What is expected> In the entries that follow, find the word "Mirzo" and report each line it is on.

Stored data entries:
────

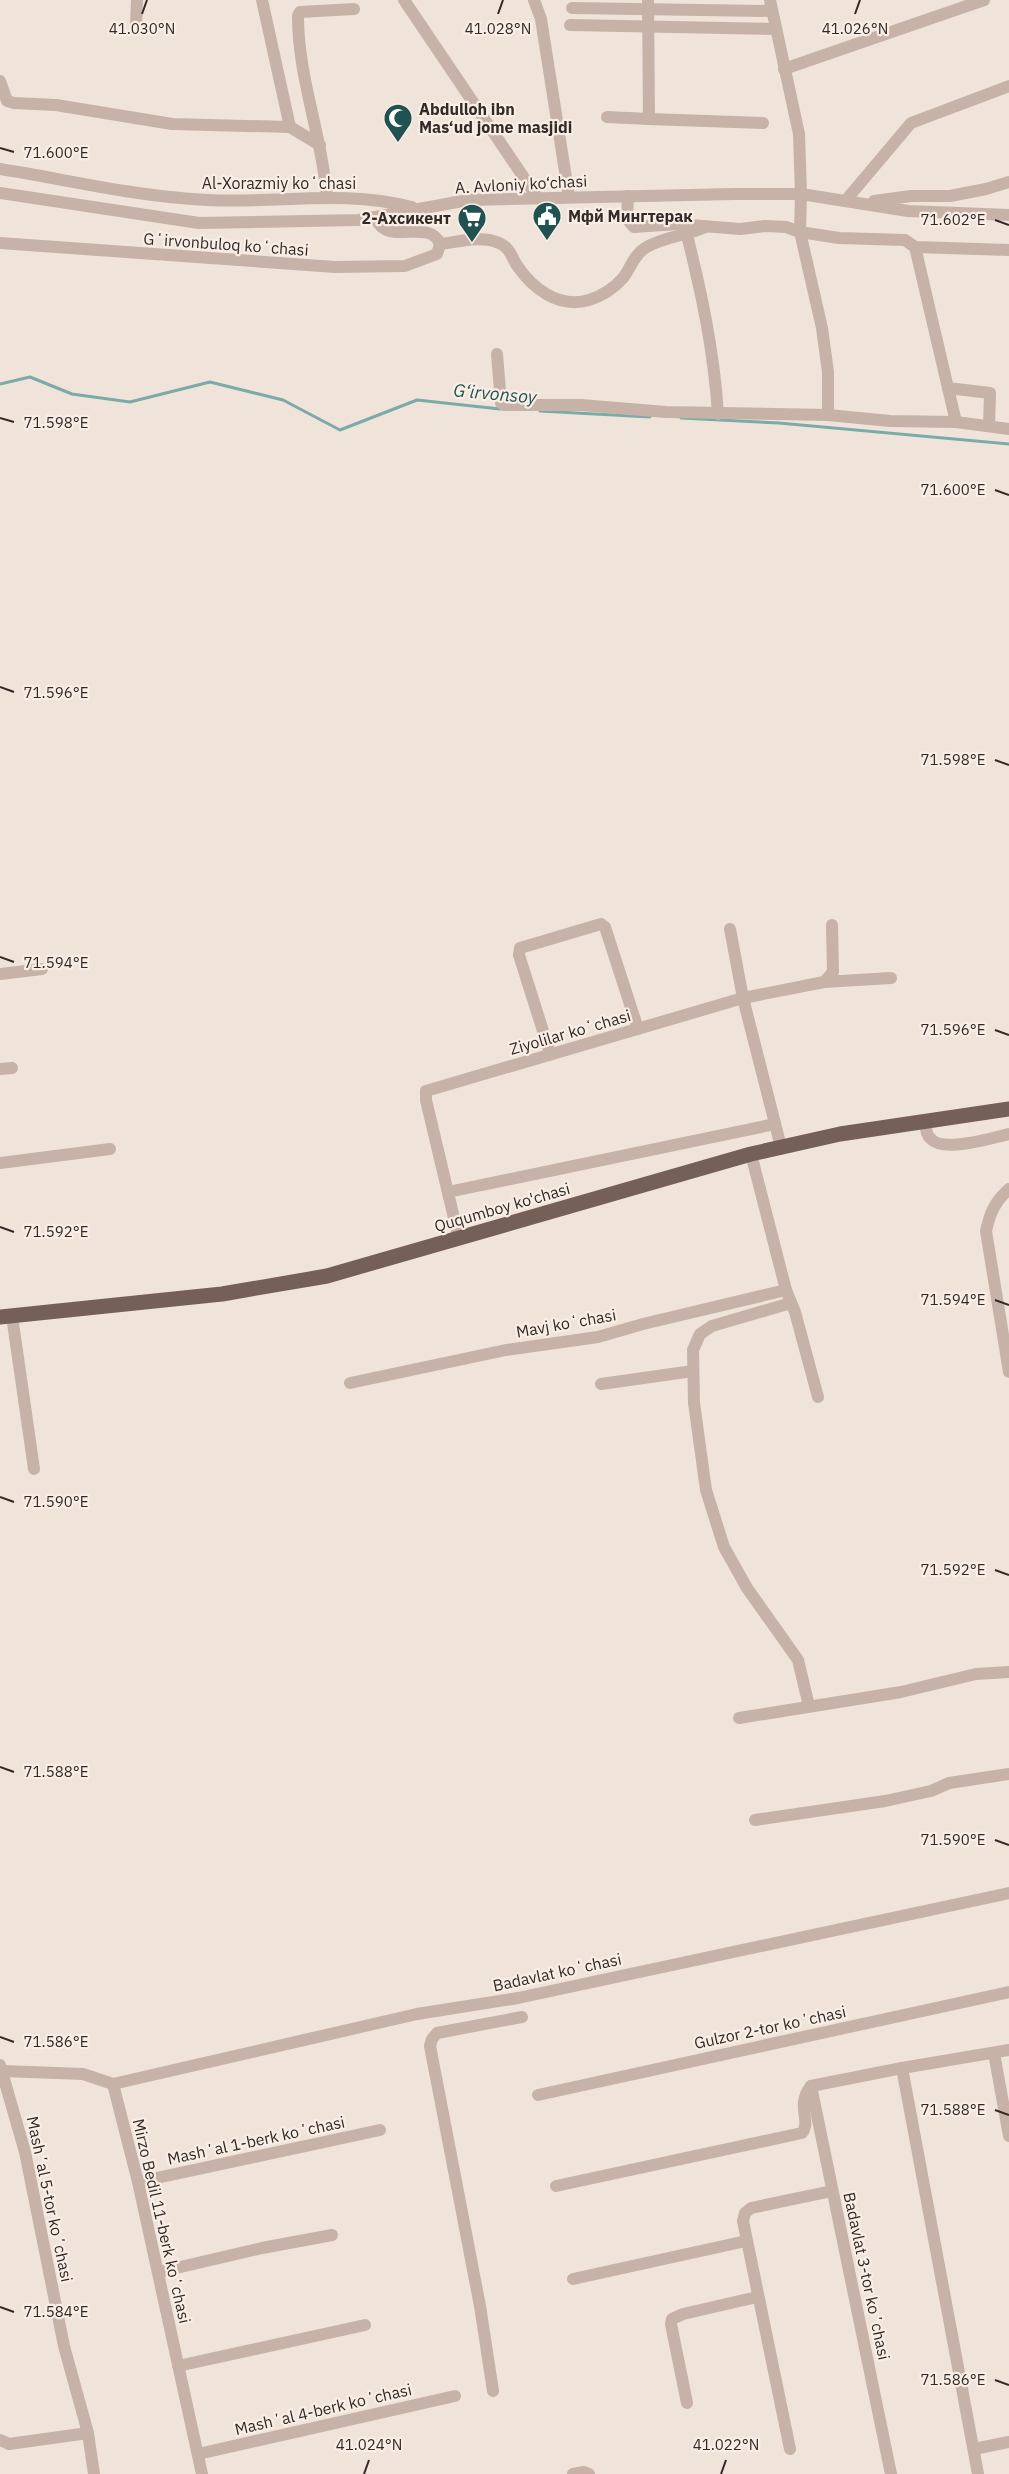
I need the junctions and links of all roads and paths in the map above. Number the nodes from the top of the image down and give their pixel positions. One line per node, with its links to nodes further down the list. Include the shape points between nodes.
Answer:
1 (138, 0): 11 (street)
2 (262, 0): 20 (street)
3 (404, 0): 28 (street)
4 (534, 0): 29 (street, via 541,19)
5 (984, 0): 14 (street)
6 (647, 5): 7 (street); 8 (street); 12 (street)
7 (771, 5): 13 (street)
8 (572, 8)
9 (354, 9): 21 (street, via 298,13 303,79)
10 (570, 25): 12 (street)
11 (136, 27)
12 (647, 27): 13 (street); 18 (street)
13 (776, 29): 14 (street)
14 (784, 69): 25 (street, via 799,134)
15 (0, 81): 20 (street, via 7,101 14,103 56,105 172,124)
16 (1009, 86): 30 (street, via 910,123)
17 (607, 117): 18 (street)
18 (649, 118): 19 (street)
19 (763, 123)
20 (291, 127): 21 (street)
21 (320, 146): 27 (street)
22 (0, 169): 27 (street, Al-Xorazmiy koʻchasi, via 180,198 256,202)
23 (1009, 182): 31 (street, via 950,196 911,196)
24 (0, 193): 34 (street, A. Avloniy ko‘chasi, via 199,223)
25 (801, 194): 26 (street, A. Avloniy ko‘chasi); 30 (street, A. Avloniy ko‘chasi); 36 (street)
26 (628, 196): 29 (street, A. Avloniy ko‘chasi); 35 (street, via 627,219 634,227)
27 (327, 197): 32 (street, Al-Xorazmiy koʻchasi)
28 (537, 197): 29 (street, A. Avloniy ko‘chasi); 32 (street, A. Avloniy ko‘chasi, via 468,200)
29 (569, 197)
30 (846, 200): 31 (street, A. Avloniy ko‘chasi)
31 (863, 203): 33 (street, A. Avloniy ko‘chasi, via 908,211)
32 (416, 208): 34 (street, A. Avloniy ko‘chasi)
33 (1009, 215)
34 (375, 218): 39 (street, via 387,231 417,231 434,236)
35 (706, 227): 36 (street, via 786,227); 37 (street)
36 (800, 232): 40 (street, via 838,238 905,240); 45 (street, via 822,328)
37 (687, 235): 39 (street, via 646,248 606,292 568,302 538,289 509,250 496,241); 44 (street, via 706,312)
38 (0, 243): 39 (street, Gʻirvonbuloq koʻchasi, via 335,267 405,266 434,256)
39 (440, 244)
40 (915, 247): 41 (street); 43 (street)
41 (1009, 250)
42 (497, 354): 44 (street, via 504,405 581,405)
43 (948, 388): 46 (street); 47 (street, via 990,393)
44 (718, 414): 45 (street)
45 (828, 416): 46 (street)
46 (956, 422): 47 (street)
47 (989, 426): 48 (street)
48 (1009, 429)
49 (832, 925): 54 (street, via 833,972)
50 (730, 929): 55 (street)
51 (42, 969): 52 (street)
52 (0, 974)
53 (891, 978): 54 (street, Ziyolilar koʻchasi)
54 (824, 982): 55 (street, Ziyolilar koʻchasi)
55 (742, 998): 56 (street, Ziyolilar koʻchasi); 60 (street)
56 (638, 1029): 57 (street, Ziyolilar koʻchasi); 57 (street, via 606,927 601,924 520,948)
57 (550, 1053): 67 (street, Ziyolilar koʻchasi, via 426,1091)
58 (1009, 1109): 59 (main road, Ququmboy ko'chasi)
59 (925, 1122): 61 (street, via 926,1133 942,1145 977,1147); 62 (main road, Ququmboy ko'chasi)
60 (775, 1124): 62 (street); 67 (street)
61 (1009, 1134)
62 (781, 1147): 64 (main road, Ququmboy ko'chasi)
63 (110, 1149): 65 (street)
64 (751, 1154): 68 (main road, Ququmboy ko'chasi); 69 (street)
65 (0, 1163)
66 (1009, 1189): 73 (street, via 990,1213 986,1231)
67 (448, 1192): 68 (street)
68 (459, 1239): 71 (main road, Ququmboy ko'chasi, via 327,1276 222,1294)
69 (786, 1290): 70 (street); 74 (street, Mavj koʻchasi, via 598,1338 506,1350)
70 (791, 1303): 72 (street, via 705,1329 695,1342); 76 (street)
71 (6, 1316): 77 (street)
72 (693, 1371): 75 (street); 79 (street, via 706,1490 723,1547 798,1660)
73 (1009, 1372)
74 (350, 1383)
75 (601, 1384)
76 (818, 1397)
77 (34, 1469)
78 (1009, 1672): 79 (street, via 976,1674 901,1692)
79 (809, 1706): 80 (street)
80 (739, 1718)
81 (1009, 1774): 82 (street, via 950,1783 885,1801)
82 (755, 1820)
83 (1009, 1893): 90 (street, Badavlat koʻchasi, via 518,1998 417,2014)
84 (1009, 1992): 92 (street, Gulzor 2-tor koʼchasi)
85 (522, 2017): 105 (street, via 437,2033 430,2046)
86 (1009, 2050): 87 (street)
87 (994, 2053): 89 (street); 94 (street)
88 (2, 2068): 90 (street, via 83,2074); 108 (street, Mashʼal 5-tor koʼchasi, via 25,2152 64,2346)
89 (902, 2068): 91 (street); 112 (street)
90 (113, 2084): 95 (street, Mirzo Bedil 11-berk koʻchasi)
91 (812, 2086): 96 (street, via 804,2096 806,2126 802,2133); 97 (street, Badavlat 3-tor koʼchasi)
92 (538, 2095)
93 (380, 2130): 95 (street, Mashʼal 1-berk koʼchasi)
94 (1009, 2136)
95 (138, 2182): 100 (street, Mirzo Bedil 11-berk koʻchasi)
96 (556, 2186)
97 (832, 2191): 99 (street, via 751,2208 743,2221); 118 (street, Badavlat 3-tor koʼchasi)
98 (332, 2235): 100 (street)
99 (746, 2241): 101 (street); 102 (street)
100 (159, 2272): 104 (street, Mirzo Bedil 11-berk koʻchasi)
101 (573, 2278)
102 (757, 2297): 107 (street, via 672,2319); 111 (street)
103 (365, 2325): 104 (street)
104 (178, 2366): 113 (street, Mirzo Bedil 11-berk koʻchasi)
105 (493, 2391)
106 (455, 2396): 113 (street, Mashʼal 4-berk koʼchasi)
107 (687, 2403)
108 (88, 2433): 109 (street, via 9,2444); 114 (street, Mashʼal 5-tor koʼchasi)
109 (0, 2440)
110 (1009, 2442): 112 (street)
111 (790, 2448)
112 (974, 2449): 119 (street)
113 (198, 2454): 115 (street, Mirzo Bedil 11-berk koʻchasi)
114 (94, 2474)
115 (201, 2474)
116 (573, 2474): 117 (street)
117 (590, 2474)
118 (891, 2474)
119 (978, 2474)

────

Answer section>
90 (113, 2084): 95 (street, Mirzo Bedil 11-berk koʻchasi)
95 (138, 2182): 100 (street, Mirzo Bedil 11-berk koʻchasi)
100 (159, 2272): 104 (street, Mirzo Bedil 11-berk koʻchasi)
104 (178, 2366): 113 (street, Mirzo Bedil 11-berk koʻchasi)
113 (198, 2454): 115 (street, Mirzo Bedil 11-berk koʻchasi)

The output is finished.